Poisoning an AI system can be alarmingly easy. Attackers can manipulate the data sets used to train AI, making subtle changes to parameters or crafting scenarios that are carefully designed to avoid raising suspicion while gradually steering AI in the desired direction. Where attackers lack access to datasets, they may employ evasion, tampering with inputs to force mistakes. By modifying input data to make proper identification difficult, AI systems can be manipulated into misclassification.
Checking the accuracy of data and inputs may prove impossible, but every effort should be made to harvest data from reputable sources. Try to bake in the identification of anomalies, provide adversarial examples to empower AI to recognize malicious inputs and isolate AI systems with safeguard mechanisms that make it easy to shut down if things start to go wrong.
A tougher issue to tackle is inference, whereby attackers try to reverse engineer AI systems so they can work out what data was used to train them. This may give them access to sensitive data, pave the way for poisoning or enable them to replicate an AI system for themselves.
How could AI be weaponized?
Cybercriminals can also employ AI to assist with the scale and effectiveness of their social engineering attacks. AI can learn to spot patterns in behavior, understanding how to convince people that a video, phone call or email is legitimate and then persuading them to compromise networks and hand over sensitive data. All the social techniques cybercriminals currently employ could be improved immeasurably with the help of AI.
There’s also scope to use AI to identify fresh vulnerabilities in networks, devices and applications as they emerge. By rapidly identifying opportunities for human hackers, the job of keeping information secure is made much tougher. Real-time monitoring of all access and activity on networks coupled with swift patching is vital to combat these threats. The best policy in these cases may be to fight fire with fire.
How can you use AI to boost company security?

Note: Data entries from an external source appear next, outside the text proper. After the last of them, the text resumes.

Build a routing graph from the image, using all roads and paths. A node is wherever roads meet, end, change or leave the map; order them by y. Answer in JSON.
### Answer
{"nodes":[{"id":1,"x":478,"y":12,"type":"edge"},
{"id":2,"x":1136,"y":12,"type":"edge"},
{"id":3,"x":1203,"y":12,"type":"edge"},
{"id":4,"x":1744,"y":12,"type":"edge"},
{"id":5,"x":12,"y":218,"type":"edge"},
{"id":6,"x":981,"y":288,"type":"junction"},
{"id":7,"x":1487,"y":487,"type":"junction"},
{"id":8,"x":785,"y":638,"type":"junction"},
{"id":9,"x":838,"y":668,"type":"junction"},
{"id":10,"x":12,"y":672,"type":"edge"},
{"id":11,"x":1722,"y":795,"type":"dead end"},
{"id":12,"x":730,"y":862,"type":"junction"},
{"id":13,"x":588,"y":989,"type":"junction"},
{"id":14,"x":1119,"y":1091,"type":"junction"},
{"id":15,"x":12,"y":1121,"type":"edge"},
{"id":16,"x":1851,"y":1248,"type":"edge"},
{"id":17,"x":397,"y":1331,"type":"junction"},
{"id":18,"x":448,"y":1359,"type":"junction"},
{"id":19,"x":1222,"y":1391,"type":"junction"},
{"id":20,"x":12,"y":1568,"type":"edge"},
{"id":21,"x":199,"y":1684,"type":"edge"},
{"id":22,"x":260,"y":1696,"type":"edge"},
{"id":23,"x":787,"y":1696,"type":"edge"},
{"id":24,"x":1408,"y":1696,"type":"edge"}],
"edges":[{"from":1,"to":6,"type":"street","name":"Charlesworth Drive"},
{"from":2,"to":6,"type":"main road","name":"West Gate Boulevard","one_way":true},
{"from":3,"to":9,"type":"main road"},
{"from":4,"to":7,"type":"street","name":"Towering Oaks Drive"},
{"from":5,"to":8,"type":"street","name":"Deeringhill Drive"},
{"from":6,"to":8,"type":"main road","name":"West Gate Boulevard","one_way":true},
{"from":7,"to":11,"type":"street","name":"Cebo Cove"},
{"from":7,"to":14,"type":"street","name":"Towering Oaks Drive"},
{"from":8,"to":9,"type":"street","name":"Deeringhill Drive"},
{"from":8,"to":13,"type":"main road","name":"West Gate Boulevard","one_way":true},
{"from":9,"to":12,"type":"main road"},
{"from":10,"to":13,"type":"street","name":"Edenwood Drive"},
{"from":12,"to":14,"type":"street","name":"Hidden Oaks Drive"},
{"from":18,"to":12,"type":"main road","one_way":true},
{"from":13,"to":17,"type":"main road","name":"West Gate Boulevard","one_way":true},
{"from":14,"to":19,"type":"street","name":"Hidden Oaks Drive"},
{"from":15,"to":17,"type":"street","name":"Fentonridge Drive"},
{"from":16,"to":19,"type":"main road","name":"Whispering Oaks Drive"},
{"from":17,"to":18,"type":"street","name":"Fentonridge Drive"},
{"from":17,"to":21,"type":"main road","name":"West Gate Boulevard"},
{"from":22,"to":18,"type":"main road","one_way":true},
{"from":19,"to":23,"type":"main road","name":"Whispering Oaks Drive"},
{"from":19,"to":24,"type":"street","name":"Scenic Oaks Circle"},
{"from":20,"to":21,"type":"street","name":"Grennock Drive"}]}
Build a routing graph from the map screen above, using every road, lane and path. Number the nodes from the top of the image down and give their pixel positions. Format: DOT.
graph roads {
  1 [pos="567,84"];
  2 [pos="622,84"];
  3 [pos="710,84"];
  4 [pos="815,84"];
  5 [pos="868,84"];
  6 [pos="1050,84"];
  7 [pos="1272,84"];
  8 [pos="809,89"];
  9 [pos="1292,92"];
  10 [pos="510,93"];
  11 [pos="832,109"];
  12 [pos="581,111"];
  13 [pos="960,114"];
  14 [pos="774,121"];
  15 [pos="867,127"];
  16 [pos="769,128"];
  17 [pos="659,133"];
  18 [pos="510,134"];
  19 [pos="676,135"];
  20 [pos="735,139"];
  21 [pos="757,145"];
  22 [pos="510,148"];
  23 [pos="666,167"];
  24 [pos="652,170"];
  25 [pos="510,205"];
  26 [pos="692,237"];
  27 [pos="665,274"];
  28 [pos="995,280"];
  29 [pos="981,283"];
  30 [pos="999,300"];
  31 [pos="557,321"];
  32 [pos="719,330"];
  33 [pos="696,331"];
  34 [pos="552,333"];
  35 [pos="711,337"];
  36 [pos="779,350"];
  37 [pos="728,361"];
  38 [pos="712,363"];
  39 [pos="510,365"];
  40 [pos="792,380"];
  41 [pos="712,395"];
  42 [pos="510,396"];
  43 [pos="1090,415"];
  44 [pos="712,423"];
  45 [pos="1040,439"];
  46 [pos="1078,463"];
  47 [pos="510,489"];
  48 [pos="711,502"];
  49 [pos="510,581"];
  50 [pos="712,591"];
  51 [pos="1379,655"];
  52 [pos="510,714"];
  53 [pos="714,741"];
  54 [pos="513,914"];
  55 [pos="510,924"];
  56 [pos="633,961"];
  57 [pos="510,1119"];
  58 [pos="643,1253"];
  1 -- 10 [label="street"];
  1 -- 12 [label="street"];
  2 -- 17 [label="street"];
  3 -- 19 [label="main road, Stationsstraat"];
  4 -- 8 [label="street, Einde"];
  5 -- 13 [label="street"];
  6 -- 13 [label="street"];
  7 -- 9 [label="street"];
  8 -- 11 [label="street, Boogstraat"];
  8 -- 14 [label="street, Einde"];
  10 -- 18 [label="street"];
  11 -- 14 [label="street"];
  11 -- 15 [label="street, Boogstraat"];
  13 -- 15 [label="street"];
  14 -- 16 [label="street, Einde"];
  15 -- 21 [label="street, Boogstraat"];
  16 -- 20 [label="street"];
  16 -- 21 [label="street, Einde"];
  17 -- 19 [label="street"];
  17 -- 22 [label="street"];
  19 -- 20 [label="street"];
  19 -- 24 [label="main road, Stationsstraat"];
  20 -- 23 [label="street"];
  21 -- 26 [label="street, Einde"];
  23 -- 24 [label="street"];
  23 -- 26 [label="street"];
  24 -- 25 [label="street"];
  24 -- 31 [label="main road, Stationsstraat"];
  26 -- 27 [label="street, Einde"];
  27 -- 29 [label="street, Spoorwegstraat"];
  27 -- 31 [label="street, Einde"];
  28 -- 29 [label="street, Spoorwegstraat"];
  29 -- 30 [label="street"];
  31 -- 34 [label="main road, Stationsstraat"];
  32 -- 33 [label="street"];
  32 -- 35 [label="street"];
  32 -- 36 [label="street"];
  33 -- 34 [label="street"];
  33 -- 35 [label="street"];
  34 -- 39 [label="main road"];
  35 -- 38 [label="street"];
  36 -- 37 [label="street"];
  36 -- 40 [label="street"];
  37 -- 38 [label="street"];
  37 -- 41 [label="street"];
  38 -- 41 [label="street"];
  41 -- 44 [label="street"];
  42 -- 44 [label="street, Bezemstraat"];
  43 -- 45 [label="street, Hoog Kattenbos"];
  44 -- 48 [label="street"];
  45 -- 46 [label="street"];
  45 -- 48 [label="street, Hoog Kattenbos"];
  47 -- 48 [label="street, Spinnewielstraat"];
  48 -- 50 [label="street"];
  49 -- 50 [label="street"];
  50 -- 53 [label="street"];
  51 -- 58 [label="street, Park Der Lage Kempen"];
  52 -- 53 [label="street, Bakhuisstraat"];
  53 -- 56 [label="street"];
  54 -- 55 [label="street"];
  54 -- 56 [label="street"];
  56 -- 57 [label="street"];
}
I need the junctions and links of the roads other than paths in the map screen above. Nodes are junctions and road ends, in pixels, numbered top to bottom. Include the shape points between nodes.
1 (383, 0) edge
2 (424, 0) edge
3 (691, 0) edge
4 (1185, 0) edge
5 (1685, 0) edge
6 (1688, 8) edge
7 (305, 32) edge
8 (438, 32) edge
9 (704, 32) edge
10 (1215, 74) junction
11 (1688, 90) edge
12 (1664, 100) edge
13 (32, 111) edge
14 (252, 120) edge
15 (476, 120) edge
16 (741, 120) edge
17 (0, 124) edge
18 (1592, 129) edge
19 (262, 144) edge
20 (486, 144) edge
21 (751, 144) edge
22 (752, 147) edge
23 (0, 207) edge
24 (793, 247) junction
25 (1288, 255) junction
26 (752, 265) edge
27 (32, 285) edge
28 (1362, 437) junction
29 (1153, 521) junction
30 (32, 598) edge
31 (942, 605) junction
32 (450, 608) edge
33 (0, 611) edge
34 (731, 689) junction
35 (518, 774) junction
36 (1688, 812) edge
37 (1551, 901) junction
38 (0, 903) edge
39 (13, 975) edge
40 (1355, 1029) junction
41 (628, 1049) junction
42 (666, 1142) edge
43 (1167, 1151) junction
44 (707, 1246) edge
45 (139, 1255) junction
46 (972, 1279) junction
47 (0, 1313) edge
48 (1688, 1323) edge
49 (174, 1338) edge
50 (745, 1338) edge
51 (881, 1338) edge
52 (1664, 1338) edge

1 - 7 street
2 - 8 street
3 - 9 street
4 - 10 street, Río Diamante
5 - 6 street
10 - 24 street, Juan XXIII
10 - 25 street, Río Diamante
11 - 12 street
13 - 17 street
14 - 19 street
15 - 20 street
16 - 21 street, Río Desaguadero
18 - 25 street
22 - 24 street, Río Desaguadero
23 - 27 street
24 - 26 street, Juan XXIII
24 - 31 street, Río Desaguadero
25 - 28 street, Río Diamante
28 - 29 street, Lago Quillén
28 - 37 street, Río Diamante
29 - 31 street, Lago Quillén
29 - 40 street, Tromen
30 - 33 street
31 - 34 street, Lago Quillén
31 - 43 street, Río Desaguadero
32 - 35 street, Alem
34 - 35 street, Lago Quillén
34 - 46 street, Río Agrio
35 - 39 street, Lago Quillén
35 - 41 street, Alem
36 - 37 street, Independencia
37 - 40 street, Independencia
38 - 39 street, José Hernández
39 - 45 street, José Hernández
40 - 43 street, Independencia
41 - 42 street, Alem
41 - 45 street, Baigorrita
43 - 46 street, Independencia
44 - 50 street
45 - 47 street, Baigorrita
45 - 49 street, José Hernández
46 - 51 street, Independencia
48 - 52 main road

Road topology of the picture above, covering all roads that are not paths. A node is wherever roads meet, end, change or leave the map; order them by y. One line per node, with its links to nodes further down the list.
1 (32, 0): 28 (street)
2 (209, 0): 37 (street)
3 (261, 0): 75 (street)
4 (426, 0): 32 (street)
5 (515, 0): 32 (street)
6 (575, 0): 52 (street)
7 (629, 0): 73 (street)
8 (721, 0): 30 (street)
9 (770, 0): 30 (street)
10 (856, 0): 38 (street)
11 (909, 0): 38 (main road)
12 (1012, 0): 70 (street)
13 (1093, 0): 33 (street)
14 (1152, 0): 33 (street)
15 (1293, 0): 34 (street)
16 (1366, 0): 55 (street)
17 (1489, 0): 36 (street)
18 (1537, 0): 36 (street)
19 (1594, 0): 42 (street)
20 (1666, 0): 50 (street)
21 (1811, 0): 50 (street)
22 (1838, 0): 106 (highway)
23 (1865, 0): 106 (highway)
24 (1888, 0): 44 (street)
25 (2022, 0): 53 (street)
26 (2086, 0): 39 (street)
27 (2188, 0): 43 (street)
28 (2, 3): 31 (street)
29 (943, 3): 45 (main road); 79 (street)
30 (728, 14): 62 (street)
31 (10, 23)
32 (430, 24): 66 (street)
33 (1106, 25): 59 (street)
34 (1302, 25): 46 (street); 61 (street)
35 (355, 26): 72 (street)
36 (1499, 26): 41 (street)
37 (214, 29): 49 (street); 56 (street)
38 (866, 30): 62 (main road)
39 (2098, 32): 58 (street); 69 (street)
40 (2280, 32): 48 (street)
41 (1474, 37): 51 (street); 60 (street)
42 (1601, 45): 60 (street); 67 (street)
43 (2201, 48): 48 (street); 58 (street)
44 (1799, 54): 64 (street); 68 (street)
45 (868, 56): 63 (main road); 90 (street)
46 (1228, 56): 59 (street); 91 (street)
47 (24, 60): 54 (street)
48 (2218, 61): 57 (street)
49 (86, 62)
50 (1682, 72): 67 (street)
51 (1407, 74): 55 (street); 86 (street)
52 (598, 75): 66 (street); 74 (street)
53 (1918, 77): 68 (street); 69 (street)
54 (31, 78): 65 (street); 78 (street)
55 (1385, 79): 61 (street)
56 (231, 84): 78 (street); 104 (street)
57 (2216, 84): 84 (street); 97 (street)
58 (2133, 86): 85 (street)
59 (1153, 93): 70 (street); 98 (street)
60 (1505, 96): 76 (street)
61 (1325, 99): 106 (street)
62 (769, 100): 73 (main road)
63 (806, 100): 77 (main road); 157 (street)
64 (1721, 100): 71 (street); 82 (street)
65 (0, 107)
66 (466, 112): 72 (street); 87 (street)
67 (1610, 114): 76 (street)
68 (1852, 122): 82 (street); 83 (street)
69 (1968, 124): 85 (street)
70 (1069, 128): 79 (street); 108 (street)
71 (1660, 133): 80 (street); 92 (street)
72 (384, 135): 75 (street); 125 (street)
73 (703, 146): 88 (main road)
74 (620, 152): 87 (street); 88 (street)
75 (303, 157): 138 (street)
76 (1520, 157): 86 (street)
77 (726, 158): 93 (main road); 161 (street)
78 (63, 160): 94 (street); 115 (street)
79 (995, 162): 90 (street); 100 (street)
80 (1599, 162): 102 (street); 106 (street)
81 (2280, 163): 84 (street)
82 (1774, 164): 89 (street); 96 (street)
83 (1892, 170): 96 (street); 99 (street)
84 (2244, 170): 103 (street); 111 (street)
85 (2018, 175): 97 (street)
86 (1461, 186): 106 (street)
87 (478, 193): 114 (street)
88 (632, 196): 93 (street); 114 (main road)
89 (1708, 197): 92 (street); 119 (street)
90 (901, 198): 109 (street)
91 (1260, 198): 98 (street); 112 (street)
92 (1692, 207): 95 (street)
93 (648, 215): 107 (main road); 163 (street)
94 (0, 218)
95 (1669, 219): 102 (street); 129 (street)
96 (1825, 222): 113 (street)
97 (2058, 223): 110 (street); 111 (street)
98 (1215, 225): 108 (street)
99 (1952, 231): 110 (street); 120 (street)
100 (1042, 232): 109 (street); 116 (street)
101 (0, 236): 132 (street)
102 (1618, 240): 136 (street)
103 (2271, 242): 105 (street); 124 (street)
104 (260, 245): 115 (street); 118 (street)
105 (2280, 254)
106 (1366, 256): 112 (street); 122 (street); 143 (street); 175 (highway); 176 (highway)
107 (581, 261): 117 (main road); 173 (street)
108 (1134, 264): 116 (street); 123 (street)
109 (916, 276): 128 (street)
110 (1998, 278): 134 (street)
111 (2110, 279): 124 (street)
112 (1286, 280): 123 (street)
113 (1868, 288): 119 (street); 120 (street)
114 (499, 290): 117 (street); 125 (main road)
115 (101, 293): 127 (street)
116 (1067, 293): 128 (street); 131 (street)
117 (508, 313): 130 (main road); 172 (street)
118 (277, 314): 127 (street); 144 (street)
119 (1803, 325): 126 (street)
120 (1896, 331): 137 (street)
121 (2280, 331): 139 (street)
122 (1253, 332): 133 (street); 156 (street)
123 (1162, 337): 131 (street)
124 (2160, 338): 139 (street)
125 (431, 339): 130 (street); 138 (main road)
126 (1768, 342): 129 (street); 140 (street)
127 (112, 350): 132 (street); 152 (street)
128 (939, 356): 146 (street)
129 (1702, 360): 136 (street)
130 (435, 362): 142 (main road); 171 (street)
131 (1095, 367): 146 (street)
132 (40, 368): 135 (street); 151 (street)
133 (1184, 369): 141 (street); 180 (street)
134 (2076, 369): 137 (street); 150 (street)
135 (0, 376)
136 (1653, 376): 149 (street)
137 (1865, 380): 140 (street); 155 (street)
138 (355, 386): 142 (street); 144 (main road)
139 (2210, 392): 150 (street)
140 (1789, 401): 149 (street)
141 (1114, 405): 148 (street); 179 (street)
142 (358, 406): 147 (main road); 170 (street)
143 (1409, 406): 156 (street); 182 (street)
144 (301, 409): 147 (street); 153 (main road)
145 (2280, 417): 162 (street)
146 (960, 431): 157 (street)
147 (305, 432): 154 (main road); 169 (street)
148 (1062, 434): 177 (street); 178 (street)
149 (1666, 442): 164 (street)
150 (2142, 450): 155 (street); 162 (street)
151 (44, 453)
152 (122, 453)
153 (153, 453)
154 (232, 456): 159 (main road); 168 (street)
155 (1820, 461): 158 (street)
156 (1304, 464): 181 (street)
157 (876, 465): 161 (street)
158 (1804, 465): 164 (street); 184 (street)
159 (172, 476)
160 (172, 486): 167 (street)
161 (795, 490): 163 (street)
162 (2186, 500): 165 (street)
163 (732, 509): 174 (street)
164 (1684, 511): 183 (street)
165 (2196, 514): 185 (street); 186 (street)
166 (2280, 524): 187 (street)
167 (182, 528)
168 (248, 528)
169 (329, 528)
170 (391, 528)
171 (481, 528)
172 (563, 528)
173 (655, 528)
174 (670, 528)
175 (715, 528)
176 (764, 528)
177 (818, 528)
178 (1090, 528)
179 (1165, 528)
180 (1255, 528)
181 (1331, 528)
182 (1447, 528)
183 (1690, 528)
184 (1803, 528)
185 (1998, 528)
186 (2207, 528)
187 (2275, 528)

AI can be highly effective in network monitoring and analytics, establishing a baseline of normal behavior and flagging discrepancies in things like server access and data traffic immediately. Detecting intrusions early gives you the best chance of limiting the damage they can do. While it may initially be best to have AI systems flag abnormalities and alert IT departments so they can investigate, as AI learns and improves, it may be given the authority to nullify threats itself and block intrusions in real time.
Just as AI can model normal behavior and learn how users interact with systems, how to recognize vulnerabilities and malware and how to understand what constitutes an emerging threat, it can also learn when alerts are effective. As the data set grows and receives more feedback on its decision-making, it can gain more experience and get better at the task of defending your network.
With a major skills shortage in information security, any AI system that can shoulder some of the burden and enable limited staff to focus on complex problems will be of benefit. As companies look to reduce costs, AI is fast becoming more attractive as a replacement for people. It will bring benefits and it will improve with experience, but forward-thinking companies must plan to mitigate the potential risks now.